As shown in Table 9, with increasing the number of fused Gaussians, the overall 3D reconstruction accuracy of ESGS first increases and then decreases, achieving the best accuracy at three fused Gaussians, with SSIM improved by 0.0107 compared to the case without fusion. The number of fused Gaussians is a critical hyperparameter that must be tuned based on the scene’s Gaussian density, surface roughness, and viewpoint sparsity. In Martian terrain data, where real viewpoints are relatively sparse, large-scale fusion can overly rely on neighborhood priors, thereby suppressing the ability to learn unique details from actual observations and making the model more inclined to generate smooth surfaces. However, the random distribution of rocks in actual Martian landforms does not satisfy the assumption of large-scale surface smoothness.

5. Discussion

Figure 15 shows the rendering results of the ESGS under six scenarios of Martian landforms. According to the observation, if the landform where the training perspective has a sky background, the depth and normal information of Martian landforms provided by the NDN network is inaccurate at the junction of sky and landform, resulting in a large number of noise artifacts at the junction, and the rendering effect is inconsistent with the actual image (the first scene on the second line and the second scene on the third line in the figure). According to calculations performed using the point cloud distance error measurement tool in CloudCompare, at the boundary between the Martian surface and the sky, as well as in distant regions, the average point cloud error is 0.283, which is considerably higher than the mean error between the input and reconstructed point clouds. In the medium- and short-range Martian landscape scene, the ESGS rendering results are almost identical to the real image, and the subtle differences are difficult to distinguish by eye. The ESGS can be applied to the three-dimensional reconstruction of Martian and other landscapes.
Based on the above experiments, the ESGS has demonstrated excellent performance in 3D reconstruction of the Martian surface. During the research, we also identified some limitations and problems. First, there are few datasets for the 3D reconstruction of the Martian surface. We generate the Martian surface dataset (Mars_3D) with nine scenes using remote sensing images from NASA. However, the dataset’s real-world scenes are very sparse, making 3D reconstruction of the Martian surface difficult and prone to overfitting. The 3D reconstruction of the Martian surface outside the field of view is poor, and the reconstruction quality cannot be evaluated. Secondly, if there are sky and other background elements in the Martian surface image, they can easily lead to errors in depth and normal information, thereby reducing the quality of the landscape’s three-dimensional reconstruction.

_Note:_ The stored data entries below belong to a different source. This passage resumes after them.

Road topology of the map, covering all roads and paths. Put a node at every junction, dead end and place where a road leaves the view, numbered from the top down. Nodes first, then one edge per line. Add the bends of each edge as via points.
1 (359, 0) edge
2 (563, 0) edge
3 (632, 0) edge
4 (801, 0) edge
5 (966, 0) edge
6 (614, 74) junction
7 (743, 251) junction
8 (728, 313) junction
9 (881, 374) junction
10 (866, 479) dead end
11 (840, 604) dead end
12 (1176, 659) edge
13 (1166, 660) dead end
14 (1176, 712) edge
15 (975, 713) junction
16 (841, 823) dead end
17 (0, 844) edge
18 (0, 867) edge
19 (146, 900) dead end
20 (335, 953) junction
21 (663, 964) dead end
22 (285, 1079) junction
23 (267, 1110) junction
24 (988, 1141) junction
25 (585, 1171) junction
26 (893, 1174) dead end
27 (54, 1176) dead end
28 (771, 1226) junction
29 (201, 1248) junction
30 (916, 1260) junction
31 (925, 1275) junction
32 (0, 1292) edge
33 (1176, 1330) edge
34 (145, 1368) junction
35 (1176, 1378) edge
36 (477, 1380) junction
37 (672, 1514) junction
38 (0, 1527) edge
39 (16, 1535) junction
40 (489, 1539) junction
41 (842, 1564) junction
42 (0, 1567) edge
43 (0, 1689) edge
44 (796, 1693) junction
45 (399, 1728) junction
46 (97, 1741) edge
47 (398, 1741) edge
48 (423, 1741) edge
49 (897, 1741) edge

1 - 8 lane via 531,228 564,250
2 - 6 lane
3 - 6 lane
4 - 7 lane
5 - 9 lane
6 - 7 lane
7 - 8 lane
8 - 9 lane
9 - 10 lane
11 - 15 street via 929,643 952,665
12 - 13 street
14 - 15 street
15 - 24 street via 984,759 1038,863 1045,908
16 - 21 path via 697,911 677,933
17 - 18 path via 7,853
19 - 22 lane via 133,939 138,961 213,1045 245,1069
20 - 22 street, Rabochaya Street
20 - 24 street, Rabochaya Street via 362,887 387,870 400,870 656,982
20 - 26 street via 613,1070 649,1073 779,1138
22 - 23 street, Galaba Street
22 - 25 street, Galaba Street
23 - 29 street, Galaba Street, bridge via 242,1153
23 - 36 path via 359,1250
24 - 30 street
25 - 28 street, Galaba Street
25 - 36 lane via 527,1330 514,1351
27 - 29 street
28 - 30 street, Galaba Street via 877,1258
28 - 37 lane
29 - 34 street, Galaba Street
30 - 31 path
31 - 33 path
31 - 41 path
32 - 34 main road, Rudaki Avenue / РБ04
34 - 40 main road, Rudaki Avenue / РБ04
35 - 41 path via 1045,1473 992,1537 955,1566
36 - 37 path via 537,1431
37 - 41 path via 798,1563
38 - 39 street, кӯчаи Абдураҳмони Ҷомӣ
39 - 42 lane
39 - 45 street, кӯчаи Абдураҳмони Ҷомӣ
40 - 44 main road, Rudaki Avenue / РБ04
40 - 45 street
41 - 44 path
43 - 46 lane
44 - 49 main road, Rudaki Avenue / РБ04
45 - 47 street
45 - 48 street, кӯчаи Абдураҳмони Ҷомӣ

In future work, it is necessary to add a mask for sky pixels, ignore the influence of the sky and other backgrounds in the calculation process, and further improve the depth and normal a priori accuracy.
In addition, the GPDFN uses the surrounding Gaussian parameters as a feature supplement, introduces the pixel smoothing effect in the rendering results, and combines the depth or normal information to guide the spatial position of the three-dimensional Gaussian, resulting in some pixels with weak pixel value changes, which ultimately leads to the reduction of the PSNR index. Considering the above problems, we will collect Martian surface images from other scenes to ensure the availability of multi-view images, thereby facilitating further study of the digital reconstruction of the Martian surface.

6. Conclusions

Because there are many rocks, craters, steep slopes, and sandy terrain on the Martian surface, the surface texture and structure are complex, and there is no support for depth or normal information, it is difficult to ensure geometric consistency between the reconstructed and real scenes. To solve these problems, this paper proposes the ESGS algorithm, which provides geometric prior information about the scene via the NDN network, thereby facilitating the extraction of color, texture, and inter-frame context information of the Martian surface. The GPDFN fuses multi-Gaussian-correspondence feature information, improving the algorithm’s accuracy in three-dimensional reconstruction of the Martian surface. The effectiveness of the algorithm is demonstrated through comparative and ablation experiments on the self-built dataset (Mars_3D) and the Sora dataset. On Martian scenes, ESGS achieves an SSIM of 0.6946, a PSNR of 23.40, and an LPIPS of 0.253. Compared with the baseline model, ESGS improves SSIM by 0.0146, while PSNR and LPIPS decrease by 0.67 and 0.034, respectively. On the Sora scenes, ESGS achieves an SSIM of 0.8653, a PSNR of 25.87, and an LPIPS of 0.082. Compared with the baseline model, ESGS improves SSIM by 0.0081 and PSNR by 0.55, while LPIPS decreases by 0.053. In future work, we will continue to improve the ESGS algorithm to address inaccuracies in depth and normal information at long distances on the Martian surface and noise artifacts at the junction of geomorphology and sky and to provide a set of feasible schemes for the digital reconstruction of the Martian surface.

Author Contributions

Conceptualization, Q.G. and Y.L. (Yang Li); methodology, Q.G. and Y.L. (Ying Liu); software, Q.G. and G.L.; formal analysis, L.C.; writing—original draft preparation, Q.G.; writing—review and editing, L.C. and Y.L. (Yang Li). All authors have read and agreed to the published version of the manuscript.

Funding

This work is supported by the Department of Science and Technology of Jilin Province, China [20230203028SF].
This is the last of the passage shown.